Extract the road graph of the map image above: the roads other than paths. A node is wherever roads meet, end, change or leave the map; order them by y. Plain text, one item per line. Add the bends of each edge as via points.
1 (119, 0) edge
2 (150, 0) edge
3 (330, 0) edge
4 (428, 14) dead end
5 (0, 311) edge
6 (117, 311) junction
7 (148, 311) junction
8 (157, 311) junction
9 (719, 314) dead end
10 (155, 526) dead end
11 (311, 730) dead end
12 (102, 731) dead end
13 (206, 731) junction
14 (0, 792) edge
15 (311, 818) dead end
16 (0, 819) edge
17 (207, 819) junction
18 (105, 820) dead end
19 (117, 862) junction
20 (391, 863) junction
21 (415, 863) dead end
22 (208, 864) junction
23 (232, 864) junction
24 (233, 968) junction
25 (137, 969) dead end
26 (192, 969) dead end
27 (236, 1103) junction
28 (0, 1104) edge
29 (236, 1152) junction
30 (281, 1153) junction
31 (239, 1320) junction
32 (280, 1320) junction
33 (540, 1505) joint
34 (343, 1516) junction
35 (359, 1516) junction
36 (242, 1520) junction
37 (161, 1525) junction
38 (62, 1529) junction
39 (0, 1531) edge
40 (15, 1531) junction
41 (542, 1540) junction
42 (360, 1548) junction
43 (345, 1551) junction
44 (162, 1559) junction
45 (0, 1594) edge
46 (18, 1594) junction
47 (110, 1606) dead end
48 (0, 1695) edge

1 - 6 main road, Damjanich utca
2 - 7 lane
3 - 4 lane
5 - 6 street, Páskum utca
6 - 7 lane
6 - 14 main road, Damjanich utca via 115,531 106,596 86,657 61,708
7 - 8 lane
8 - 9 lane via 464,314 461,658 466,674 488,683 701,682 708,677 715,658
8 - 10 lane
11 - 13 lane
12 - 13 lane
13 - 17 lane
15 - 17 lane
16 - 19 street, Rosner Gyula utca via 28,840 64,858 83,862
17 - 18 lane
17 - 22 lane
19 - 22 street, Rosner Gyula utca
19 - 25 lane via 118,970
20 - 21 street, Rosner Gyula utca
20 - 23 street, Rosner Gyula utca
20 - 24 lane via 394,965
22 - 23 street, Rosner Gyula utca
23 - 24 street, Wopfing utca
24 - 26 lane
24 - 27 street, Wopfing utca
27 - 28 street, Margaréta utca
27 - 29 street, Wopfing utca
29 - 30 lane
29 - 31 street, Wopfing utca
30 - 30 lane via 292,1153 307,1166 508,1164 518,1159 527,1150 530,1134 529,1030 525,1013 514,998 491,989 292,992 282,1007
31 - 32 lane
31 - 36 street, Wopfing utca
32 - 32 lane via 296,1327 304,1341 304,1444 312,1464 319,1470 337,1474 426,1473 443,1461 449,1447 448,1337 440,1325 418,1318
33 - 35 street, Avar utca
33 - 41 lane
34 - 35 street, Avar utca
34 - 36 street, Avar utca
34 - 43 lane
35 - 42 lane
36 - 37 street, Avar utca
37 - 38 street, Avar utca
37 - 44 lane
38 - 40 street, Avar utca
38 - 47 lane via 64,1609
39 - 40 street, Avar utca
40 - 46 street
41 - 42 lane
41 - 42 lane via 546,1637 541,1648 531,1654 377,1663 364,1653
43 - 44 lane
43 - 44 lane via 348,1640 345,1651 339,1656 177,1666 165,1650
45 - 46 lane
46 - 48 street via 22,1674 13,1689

- **WHAT IS BEING ASKED**
Print the entries exactly. Include every one.

- **EXERCISE RESULT**
Extract the road graph of the map image above: the roads other than paths. A node is wherever roads meet, end, change or leave the map; order them by y. Plain text, one item per line. Add the bends of each edge as via points.
1 (119, 0) edge
2 (150, 0) edge
3 (330, 0) edge
4 (428, 14) dead end
5 (0, 311) edge
6 (117, 311) junction
7 (148, 311) junction
8 (157, 311) junction
9 (719, 314) dead end
10 (155, 526) dead end
11 (311, 730) dead end
12 (102, 731) dead end
13 (206, 731) junction
14 (0, 792) edge
15 (311, 818) dead end
16 (0, 819) edge
17 (207, 819) junction
18 (105, 820) dead end
19 (117, 862) junction
20 (391, 863) junction
21 (415, 863) dead end
22 (208, 864) junction
23 (232, 864) junction
24 (233, 968) junction
25 (137, 969) dead end
26 (192, 969) dead end
27 (236, 1103) junction
28 (0, 1104) edge
29 (236, 1152) junction
30 (281, 1153) junction
31 (239, 1320) junction
32 (280, 1320) junction
33 (540, 1505) joint
34 (343, 1516) junction
35 (359, 1516) junction
36 (242, 1520) junction
37 (161, 1525) junction
38 (62, 1529) junction
39 (0, 1531) edge
40 (15, 1531) junction
41 (542, 1540) junction
42 (360, 1548) junction
43 (345, 1551) junction
44 (162, 1559) junction
45 (0, 1594) edge
46 (18, 1594) junction
47 (110, 1606) dead end
48 (0, 1695) edge

1 - 6 main road, Damjanich utca
2 - 7 lane
3 - 4 lane
5 - 6 street, Páskum utca
6 - 7 lane
6 - 14 main road, Damjanich utca via 115,531 106,596 86,657 61,708
7 - 8 lane
8 - 9 lane via 464,314 461,658 466,674 488,683 701,682 708,677 715,658
8 - 10 lane
11 - 13 lane
12 - 13 lane
13 - 17 lane
15 - 17 lane
16 - 19 street, Rosner Gyula utca via 28,840 64,858 83,862
17 - 18 lane
17 - 22 lane
19 - 22 street, Rosner Gyula utca
19 - 25 lane via 118,970
20 - 21 street, Rosner Gyula utca
20 - 23 street, Rosner Gyula utca
20 - 24 lane via 394,965
22 - 23 street, Rosner Gyula utca
23 - 24 street, Wopfing utca
24 - 26 lane
24 - 27 street, Wopfing utca
27 - 28 street, Margaréta utca
27 - 29 street, Wopfing utca
29 - 30 lane
29 - 31 street, Wopfing utca
30 - 30 lane via 292,1153 307,1166 508,1164 518,1159 527,1150 530,1134 529,1030 525,1013 514,998 491,989 292,992 282,1007
31 - 32 lane
31 - 36 street, Wopfing utca
32 - 32 lane via 296,1327 304,1341 304,1444 312,1464 319,1470 337,1474 426,1473 443,1461 449,1447 448,1337 440,1325 418,1318
33 - 35 street, Avar utca
33 - 41 lane
34 - 35 street, Avar utca
34 - 36 street, Avar utca
34 - 43 lane
35 - 42 lane
36 - 37 street, Avar utca
37 - 38 street, Avar utca
37 - 44 lane
38 - 40 street, Avar utca
38 - 47 lane via 64,1609
39 - 40 street, Avar utca
40 - 46 street
41 - 42 lane
41 - 42 lane via 546,1637 541,1648 531,1654 377,1663 364,1653
43 - 44 lane
43 - 44 lane via 348,1640 345,1651 339,1656 177,1666 165,1650
45 - 46 lane
46 - 48 street via 22,1674 13,1689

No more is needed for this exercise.